REQUIRED WORK:
If a line in the data holds "screen", copy that line out in full.

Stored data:
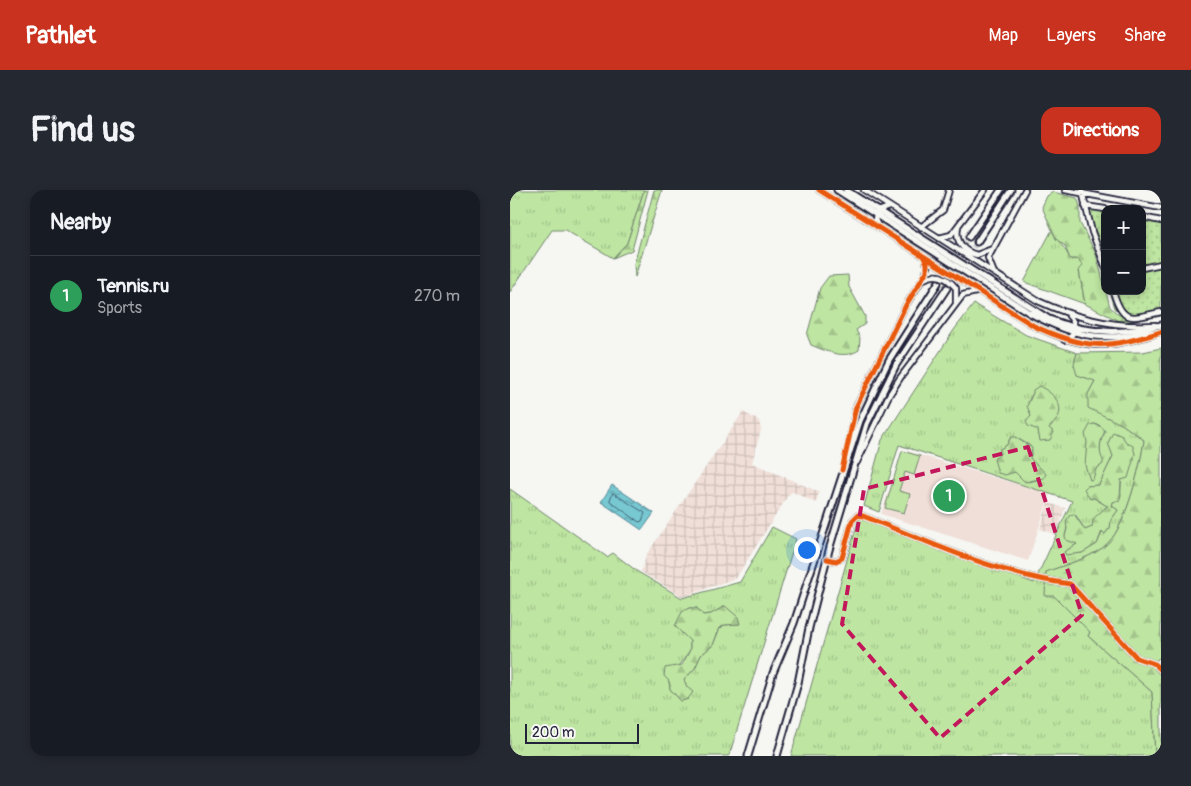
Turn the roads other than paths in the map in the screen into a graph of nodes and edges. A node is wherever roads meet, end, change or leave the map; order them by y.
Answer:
1 (819, 190) edge
2 (837, 190) edge
3 (864, 190) edge
4 (949, 190) edge
5 (985, 190) edge
6 (1001, 190) edge
7 (1011, 190) edge
8 (1025, 190) edge
9 (1065, 190) edge
10 (848, 191) edge
11 (1082, 191) edge
12 (1085, 206) junction
13 (890, 207) junction
14 (1161, 208) edge
15 (1101, 209) edge
16 (877, 213) junction
17 (1146, 218) edge
18 (1161, 221) edge
19 (958, 226) junction
20 (878, 227) junction
21 (921, 227) junction
22 (938, 238) junction
23 (969, 238) tunnel mouth
24 (977, 242) tunnel mouth
25 (994, 247) junction
26 (923, 256) junction
27 (1101, 258) edge
28 (1161, 264) edge
29 (1146, 267) edge
30 (996, 276) junction
31 (922, 281) junction
32 (938, 283) tunnel mouth
33 (947, 288) tunnel mouth
34 (982, 294) junction
35 (1114, 295) edge
36 (955, 306) junction
37 (1161, 312) edge
38 (1068, 315) junction
39 (1161, 325) edge
40 (1074, 331) junction
41 (1161, 332) edge
42 (1064, 340) junction
43 (842, 470) junction
44 (851, 474) junction
45 (827, 559) junction
46 (1161, 670) edge
47 (748, 756) edge
48 (777, 756) edge

1 - 20 street
2 - 16 main road
3 - 13 street
4 - 21 street
5 - 19 street
6 - 23 main road
7 - 24 main road
8 - 25 street
9 - 11 street
10 - 16 main road
11 - 12 street
11 - 14 street
12 - 15 street
12 - 27 street
13 - 16 street
13 - 21 street
16 - 20 street
16 - 40 main road
17 - 18 street
19 - 22 street
19 - 25 street
20 - 26 street
21 - 22 street
22 - 30 street
25 - 30 street
26 - 31 street
26 - 34 street
28 - 29 street
30 - 38 street
31 - 36 street
31 - 43 street
32 - 43 main road
33 - 44 main road
34 - 36 street
34 - 42 street
35 - 37 street
36 - 44 street
38 - 39 street
38 - 40 street
39 - 40 main road
40 - 41 main road
40 - 42 street
41 - 42 street
43 - 47 main road
44 - 45 main road
45 - 46 street
45 - 48 main road

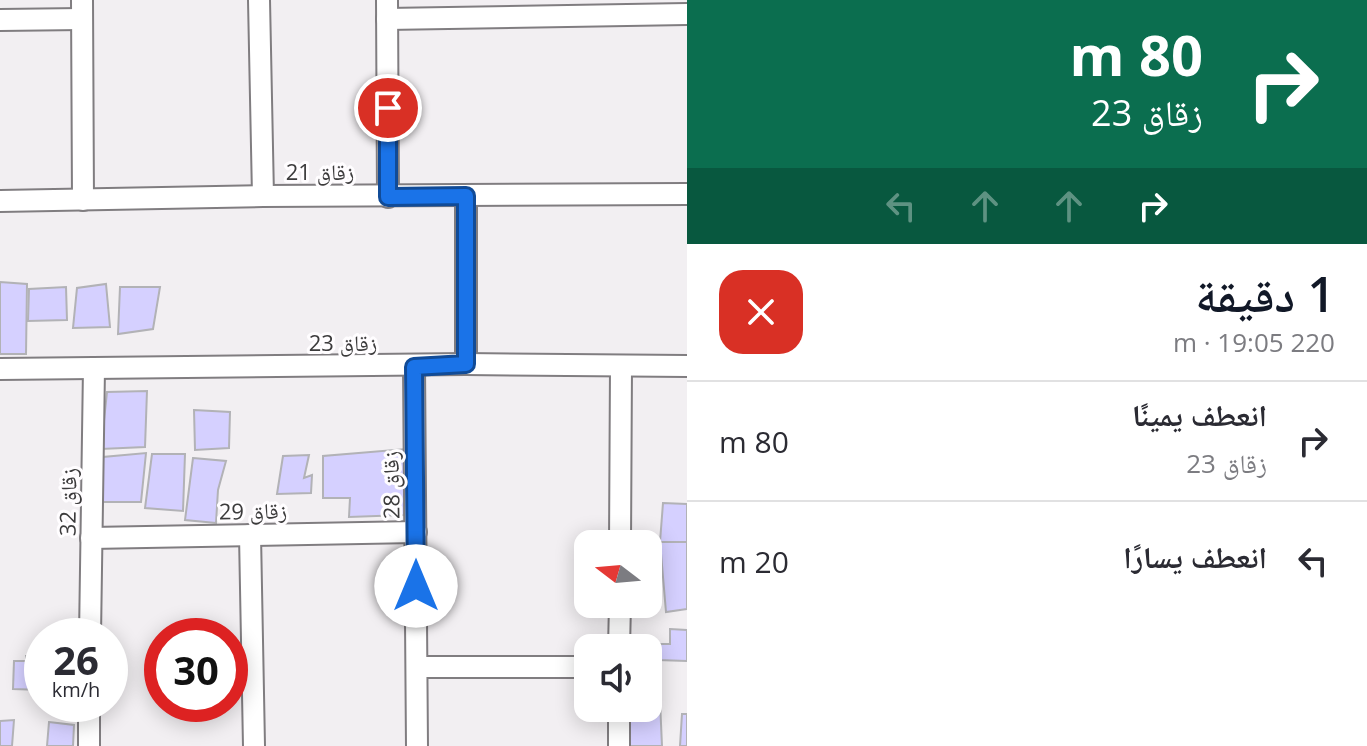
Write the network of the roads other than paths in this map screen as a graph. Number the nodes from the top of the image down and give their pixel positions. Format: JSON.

EXERCISE RESPONSE:
Turn the roads other than paths in the map in the screen into a graph of nodes and edges. A node is wherever roads meet, end, change or leave the map; order them by y.
Write the network of the roads other than paths in this map screen as a graph. Number the nodes from the top of the image down and give their pixel positions. Format: JSON.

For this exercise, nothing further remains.